Consistent Inconsistency

I took a vacation over Christmas and New Years to see my parents. My employer has known about this since February, ten months. Some of my tasks are inventory related and inventory fell on 31 Dec. This is the first inventory I have missed in seven years.

Guess how much prep my manager and the others responsible for inventory did for my absence.

I’m paid hourly, so in my, and our union’s, opinion, my work needs to be covered when I am absent. There is no plan in our company for covering tasks. There’s just a mad scramble to do what they can, despite training we put together and they then skip, and it is left to the hourly employees to fix the problems created, without extra pay and without extra time.

I am good at my job and have improved the processes and built a few crude tools in spreadsheets to speed up the tedious bits. If they hired to replace me I estimate it would take most people in my company 48 hours / week to do my job, on average. A few would get it done in 40, even fewer in 30-34 hours / week. Most weeks it takes me 24 hours.

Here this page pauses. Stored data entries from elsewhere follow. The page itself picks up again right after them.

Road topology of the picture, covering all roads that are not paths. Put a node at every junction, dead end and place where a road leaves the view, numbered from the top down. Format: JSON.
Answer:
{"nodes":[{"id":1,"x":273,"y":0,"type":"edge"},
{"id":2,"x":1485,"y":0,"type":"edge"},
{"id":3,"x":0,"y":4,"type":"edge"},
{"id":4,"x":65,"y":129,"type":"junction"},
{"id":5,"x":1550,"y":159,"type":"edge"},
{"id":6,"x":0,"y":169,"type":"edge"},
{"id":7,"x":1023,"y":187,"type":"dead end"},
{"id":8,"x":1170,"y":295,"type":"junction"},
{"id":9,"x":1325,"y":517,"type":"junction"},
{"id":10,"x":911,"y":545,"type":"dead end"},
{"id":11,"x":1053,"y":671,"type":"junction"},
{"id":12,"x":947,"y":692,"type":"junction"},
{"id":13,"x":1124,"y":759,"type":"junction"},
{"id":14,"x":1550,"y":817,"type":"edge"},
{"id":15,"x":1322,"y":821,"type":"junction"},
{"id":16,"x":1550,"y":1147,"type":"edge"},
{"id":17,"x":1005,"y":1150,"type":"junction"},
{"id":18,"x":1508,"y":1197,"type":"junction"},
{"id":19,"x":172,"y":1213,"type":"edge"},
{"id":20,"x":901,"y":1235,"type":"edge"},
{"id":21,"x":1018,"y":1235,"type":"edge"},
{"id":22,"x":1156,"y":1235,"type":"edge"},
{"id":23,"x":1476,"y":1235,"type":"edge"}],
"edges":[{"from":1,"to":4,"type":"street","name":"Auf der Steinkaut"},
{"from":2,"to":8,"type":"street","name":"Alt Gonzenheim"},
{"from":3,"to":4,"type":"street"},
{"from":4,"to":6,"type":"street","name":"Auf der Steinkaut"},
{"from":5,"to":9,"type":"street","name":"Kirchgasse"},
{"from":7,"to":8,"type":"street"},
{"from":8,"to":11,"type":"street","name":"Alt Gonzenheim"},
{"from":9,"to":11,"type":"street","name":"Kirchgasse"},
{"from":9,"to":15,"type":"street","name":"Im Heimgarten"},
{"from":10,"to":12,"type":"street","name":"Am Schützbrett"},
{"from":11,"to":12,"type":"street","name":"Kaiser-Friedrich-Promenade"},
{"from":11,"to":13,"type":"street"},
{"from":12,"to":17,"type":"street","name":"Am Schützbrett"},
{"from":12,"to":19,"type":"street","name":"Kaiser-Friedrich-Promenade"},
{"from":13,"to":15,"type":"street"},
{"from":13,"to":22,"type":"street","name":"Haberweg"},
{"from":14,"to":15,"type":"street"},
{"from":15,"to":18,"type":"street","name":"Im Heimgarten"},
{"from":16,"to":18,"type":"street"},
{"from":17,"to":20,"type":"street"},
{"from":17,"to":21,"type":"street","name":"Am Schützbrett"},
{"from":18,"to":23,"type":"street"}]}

The week after my vacation? It’s going to take 40 and bleed into next week, because I also have to double-check everything that was done, finish what was skipped, and fix innumerable errors.1 So most weeks I pad my work time and draw it out to 40 hours because I am already underpaid for the breadth and depth of my job responsibilities. Then, on the crunch weeks, I have the additional time to do the unpaid labor to get my job back into some semblance of order.

My biggest problem though is that my co-workers do some tasks one way and then start doing it another, and, when confronted, with evidence, deny that there is any change. One of them is an inveterate liar and discounting him I face the question of “are they doing this intentionally?” I think the answer is no — they think so little while doing their jobs that it doesn’t register when they make a change. Some of the changes probably percolate over time (most of them work in a food production environment - cooking and baking), and then suddenly evolve into a new form - a sort of punctuated equilibrium. Not all of the changes are bad, but they do all have consequences, some of which my co-workers will never see.

I don’t have the energy or tools to track the changes over time and it isn’t my job to think for them. I started, mid-December, just refusing to fill simple, but unneeded requests. I ask follow-up questions and point out how they could find the information themselves without involving anyone else and then turn back to my computer screen. “Will that work?” I ask, as I start entering data into another field.

It’s my new consistency: pointing at the toolbox and dismissing them from my attention. So far, it appears to be working just fine.

  1. Despite having created step-by-step guides for every task - “The Idiot’s Guide to Counting and Entering Inventory” if you will. Par example: last quarter, auditing the count and data entry found five obvious errors that needed correction. I did that one. This inventory, so far, I’ve found 112 obvious errors, which doubled our inventory for one department and was thousands short for another.